Results 1 to 3 of 3

Thread: SELECT query on string field that treat dash char - as a space

  1. #1
    Join Date
    Apr 2021
    Posts
    1
    Thanks
    0
    Thanked 0 Times in 0 Posts

    Default SELECT query on string field that treat dash char - as a space

    I have a table in which a VARCHAR(255) field could have "-" dahs char used as a blank space because it reports chemical compounds retrieved from external DBs. The same compounds could have been written without dash char(s) and a blank space instead of them or a subset of them. For instance, the compound "2-hydroxy-propionic acid" could have been written a4

    1. "2-hydroxy propionic acid"
    2. "2 hydroxy-propionic acid"
    3. "2 hydroxy propionic acid"



    All of them are proper writings and they refer to the same compound. Is there an elegant way to SELECT the stored field "2-hydroxy-propionic acid" if the search string is one of the other 3? That is just an example, the dash char could be just one or even more than 2.
    Last edited by reyhan; 04-30-2021 at 03:18 PM.

  2. #2
    Join Date
    Jan 2007
    Location
    Davenport, Iowa
    Posts
    2,405
    Thanks
    101
    Thanked 114 Times in 112 Posts

    Default

    There are a few ways to do this, but the best that I can think of is with a simple regular expression:

    Code:
    SELECT ID, chemical from table WHERE summary REGEXP '2( |-)hydroxy( |-)propionic( |-)acid'
    To choose the lesser of two evils is still to choose evil. My personal site

  3. #3
    Join Date
    Mar 2011
    Posts
    2,169
    Thanks
    59
    Thanked 120 Times in 116 Posts
    Blog Entries
    4

    Default

    Quote Originally Posted by reyhan View Post
    I have a table in which a VARCHAR(255) field could have "-" dahs char used as a blank space because it reports chemical compounds retrieved from external DBs. The same compounds could have been written without dash char(s) and a blank space instead of them or a subset of them.
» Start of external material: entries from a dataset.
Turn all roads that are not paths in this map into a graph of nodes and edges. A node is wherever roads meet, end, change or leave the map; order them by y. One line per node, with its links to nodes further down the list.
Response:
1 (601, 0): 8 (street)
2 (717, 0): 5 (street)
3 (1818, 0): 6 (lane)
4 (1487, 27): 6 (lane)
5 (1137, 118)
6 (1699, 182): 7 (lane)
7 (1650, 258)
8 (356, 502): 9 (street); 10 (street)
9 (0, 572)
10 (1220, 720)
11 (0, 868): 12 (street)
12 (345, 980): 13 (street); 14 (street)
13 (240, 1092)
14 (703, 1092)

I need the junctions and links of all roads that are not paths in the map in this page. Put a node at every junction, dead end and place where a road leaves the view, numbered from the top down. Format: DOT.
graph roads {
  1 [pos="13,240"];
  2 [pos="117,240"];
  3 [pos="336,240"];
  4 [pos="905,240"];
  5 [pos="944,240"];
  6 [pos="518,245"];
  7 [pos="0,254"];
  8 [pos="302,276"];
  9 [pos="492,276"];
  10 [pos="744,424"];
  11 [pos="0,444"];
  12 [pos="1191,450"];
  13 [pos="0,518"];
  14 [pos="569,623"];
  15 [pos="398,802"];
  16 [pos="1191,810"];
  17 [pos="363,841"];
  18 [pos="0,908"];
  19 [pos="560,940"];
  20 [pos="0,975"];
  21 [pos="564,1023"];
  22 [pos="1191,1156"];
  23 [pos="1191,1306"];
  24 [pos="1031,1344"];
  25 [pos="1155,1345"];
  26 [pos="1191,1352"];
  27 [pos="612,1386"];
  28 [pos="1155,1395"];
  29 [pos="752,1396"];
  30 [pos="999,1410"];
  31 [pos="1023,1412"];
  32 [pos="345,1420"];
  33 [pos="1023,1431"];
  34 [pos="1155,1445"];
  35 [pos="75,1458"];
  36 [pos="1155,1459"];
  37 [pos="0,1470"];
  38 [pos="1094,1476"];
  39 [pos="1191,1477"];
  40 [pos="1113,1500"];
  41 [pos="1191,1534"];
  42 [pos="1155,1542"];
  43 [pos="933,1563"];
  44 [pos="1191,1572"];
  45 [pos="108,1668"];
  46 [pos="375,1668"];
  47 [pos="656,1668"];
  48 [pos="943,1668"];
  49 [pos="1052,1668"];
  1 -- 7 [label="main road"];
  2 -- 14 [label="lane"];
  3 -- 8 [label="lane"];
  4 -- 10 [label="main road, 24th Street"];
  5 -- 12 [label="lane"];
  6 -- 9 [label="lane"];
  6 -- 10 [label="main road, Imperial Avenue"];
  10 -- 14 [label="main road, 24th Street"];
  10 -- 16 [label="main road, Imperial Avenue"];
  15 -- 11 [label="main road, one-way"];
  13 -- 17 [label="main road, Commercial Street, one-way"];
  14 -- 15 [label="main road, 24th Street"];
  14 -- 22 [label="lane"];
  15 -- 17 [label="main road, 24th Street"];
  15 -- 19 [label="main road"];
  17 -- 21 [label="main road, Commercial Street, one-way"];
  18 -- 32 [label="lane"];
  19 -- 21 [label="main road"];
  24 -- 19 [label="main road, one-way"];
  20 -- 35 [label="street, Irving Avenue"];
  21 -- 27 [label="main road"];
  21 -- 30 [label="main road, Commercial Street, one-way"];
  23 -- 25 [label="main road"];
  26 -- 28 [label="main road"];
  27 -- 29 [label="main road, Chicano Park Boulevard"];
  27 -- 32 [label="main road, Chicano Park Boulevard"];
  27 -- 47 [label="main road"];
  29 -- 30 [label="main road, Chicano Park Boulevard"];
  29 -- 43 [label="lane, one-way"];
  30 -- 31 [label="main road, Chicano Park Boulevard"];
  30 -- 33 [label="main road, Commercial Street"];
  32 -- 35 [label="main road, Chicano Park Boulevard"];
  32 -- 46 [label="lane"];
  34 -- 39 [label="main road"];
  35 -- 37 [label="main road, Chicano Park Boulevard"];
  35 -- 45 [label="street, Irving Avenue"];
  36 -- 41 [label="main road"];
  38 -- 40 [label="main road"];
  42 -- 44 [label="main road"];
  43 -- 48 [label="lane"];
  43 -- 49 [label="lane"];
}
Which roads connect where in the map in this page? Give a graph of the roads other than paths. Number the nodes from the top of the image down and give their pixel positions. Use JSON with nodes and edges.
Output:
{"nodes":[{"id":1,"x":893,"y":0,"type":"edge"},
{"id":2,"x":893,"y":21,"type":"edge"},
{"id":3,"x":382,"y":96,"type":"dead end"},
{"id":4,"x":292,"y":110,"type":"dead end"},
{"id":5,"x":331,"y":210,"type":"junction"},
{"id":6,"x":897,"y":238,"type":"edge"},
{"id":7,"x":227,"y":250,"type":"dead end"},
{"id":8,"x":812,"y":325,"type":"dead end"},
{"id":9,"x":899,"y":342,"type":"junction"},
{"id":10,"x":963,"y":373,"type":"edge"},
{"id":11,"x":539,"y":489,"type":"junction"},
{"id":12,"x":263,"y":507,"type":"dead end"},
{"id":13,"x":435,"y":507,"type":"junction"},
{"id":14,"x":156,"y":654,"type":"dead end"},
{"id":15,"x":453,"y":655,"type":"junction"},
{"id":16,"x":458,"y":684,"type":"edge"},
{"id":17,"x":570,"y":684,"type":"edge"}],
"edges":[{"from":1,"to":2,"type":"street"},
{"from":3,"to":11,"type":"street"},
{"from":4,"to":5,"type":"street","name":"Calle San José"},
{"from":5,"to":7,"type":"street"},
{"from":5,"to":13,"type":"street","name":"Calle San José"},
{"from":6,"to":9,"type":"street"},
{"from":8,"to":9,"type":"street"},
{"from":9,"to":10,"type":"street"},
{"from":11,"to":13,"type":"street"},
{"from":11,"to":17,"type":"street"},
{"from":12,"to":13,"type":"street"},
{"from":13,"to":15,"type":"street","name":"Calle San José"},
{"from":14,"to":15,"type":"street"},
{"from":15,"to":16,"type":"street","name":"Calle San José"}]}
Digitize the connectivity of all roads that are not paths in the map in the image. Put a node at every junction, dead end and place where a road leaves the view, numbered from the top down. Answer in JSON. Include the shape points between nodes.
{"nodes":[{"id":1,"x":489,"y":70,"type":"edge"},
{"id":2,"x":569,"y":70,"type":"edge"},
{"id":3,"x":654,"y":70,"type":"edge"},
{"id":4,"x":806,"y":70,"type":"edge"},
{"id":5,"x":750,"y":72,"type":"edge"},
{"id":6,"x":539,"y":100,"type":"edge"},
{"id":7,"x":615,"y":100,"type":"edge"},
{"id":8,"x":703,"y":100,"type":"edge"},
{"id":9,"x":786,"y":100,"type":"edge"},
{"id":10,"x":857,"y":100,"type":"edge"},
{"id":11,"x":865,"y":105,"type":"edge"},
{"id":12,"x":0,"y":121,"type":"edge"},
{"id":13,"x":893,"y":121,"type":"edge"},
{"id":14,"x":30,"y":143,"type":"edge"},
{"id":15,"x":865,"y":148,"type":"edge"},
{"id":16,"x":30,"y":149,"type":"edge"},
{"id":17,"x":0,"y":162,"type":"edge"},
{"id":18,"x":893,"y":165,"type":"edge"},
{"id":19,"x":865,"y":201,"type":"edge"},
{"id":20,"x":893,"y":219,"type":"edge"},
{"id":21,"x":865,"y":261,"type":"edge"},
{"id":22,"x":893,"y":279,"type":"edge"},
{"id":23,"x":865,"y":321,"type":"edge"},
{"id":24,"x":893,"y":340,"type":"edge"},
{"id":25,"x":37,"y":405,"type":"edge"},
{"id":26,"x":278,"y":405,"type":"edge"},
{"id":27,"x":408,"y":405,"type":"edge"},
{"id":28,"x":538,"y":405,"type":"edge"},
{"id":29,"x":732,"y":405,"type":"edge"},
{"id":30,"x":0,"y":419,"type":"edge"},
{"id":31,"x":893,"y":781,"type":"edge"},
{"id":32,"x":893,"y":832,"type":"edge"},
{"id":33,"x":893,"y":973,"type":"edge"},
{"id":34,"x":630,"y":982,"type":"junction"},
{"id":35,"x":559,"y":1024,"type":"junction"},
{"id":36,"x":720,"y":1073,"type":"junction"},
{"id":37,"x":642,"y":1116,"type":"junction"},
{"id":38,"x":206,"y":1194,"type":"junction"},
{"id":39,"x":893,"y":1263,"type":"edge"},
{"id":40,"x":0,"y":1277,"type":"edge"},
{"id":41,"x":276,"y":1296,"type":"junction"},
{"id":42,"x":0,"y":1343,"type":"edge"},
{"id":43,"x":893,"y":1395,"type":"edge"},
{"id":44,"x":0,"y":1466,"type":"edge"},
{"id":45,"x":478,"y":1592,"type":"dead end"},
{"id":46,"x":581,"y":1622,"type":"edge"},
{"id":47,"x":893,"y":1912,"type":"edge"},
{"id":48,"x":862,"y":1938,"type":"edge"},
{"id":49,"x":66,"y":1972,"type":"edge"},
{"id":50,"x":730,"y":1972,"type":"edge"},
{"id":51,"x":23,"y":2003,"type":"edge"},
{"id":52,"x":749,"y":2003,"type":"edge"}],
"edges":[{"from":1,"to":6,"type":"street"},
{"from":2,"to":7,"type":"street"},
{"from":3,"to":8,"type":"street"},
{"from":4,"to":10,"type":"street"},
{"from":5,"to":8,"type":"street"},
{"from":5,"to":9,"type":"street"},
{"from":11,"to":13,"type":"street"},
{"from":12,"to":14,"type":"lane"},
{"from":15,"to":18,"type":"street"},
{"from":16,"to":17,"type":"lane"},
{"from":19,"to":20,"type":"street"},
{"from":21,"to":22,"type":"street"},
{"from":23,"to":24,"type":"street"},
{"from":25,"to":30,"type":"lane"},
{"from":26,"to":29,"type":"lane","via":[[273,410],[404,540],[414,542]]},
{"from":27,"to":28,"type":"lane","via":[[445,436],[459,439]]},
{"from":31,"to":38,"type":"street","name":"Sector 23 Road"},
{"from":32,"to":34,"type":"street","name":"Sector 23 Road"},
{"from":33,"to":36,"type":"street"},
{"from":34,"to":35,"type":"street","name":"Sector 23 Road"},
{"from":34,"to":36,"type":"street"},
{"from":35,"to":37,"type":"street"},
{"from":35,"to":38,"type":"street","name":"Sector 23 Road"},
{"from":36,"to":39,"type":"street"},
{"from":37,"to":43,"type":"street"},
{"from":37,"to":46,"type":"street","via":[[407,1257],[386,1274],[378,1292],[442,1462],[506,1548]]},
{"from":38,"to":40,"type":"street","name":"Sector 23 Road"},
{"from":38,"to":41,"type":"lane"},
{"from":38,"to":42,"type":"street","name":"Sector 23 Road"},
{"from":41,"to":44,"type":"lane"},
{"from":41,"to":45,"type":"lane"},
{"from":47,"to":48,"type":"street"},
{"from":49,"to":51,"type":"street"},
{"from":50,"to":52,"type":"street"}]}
For instance, the compound "2-hydroxy-propionic acid" could have been written

    1. "2-hydroxy propionic acid"
    2. "2 hydroxy-propionic acid"
    3. "2 hydroxy propionic acid"



    All of them are proper writings and they refer to the same compound. Is there an elegant way to SELECT the stored field "2-hydroxy-propionic acid" if the search string is one of the other 3? That is just an example, the dash char could be just one or even more than 2.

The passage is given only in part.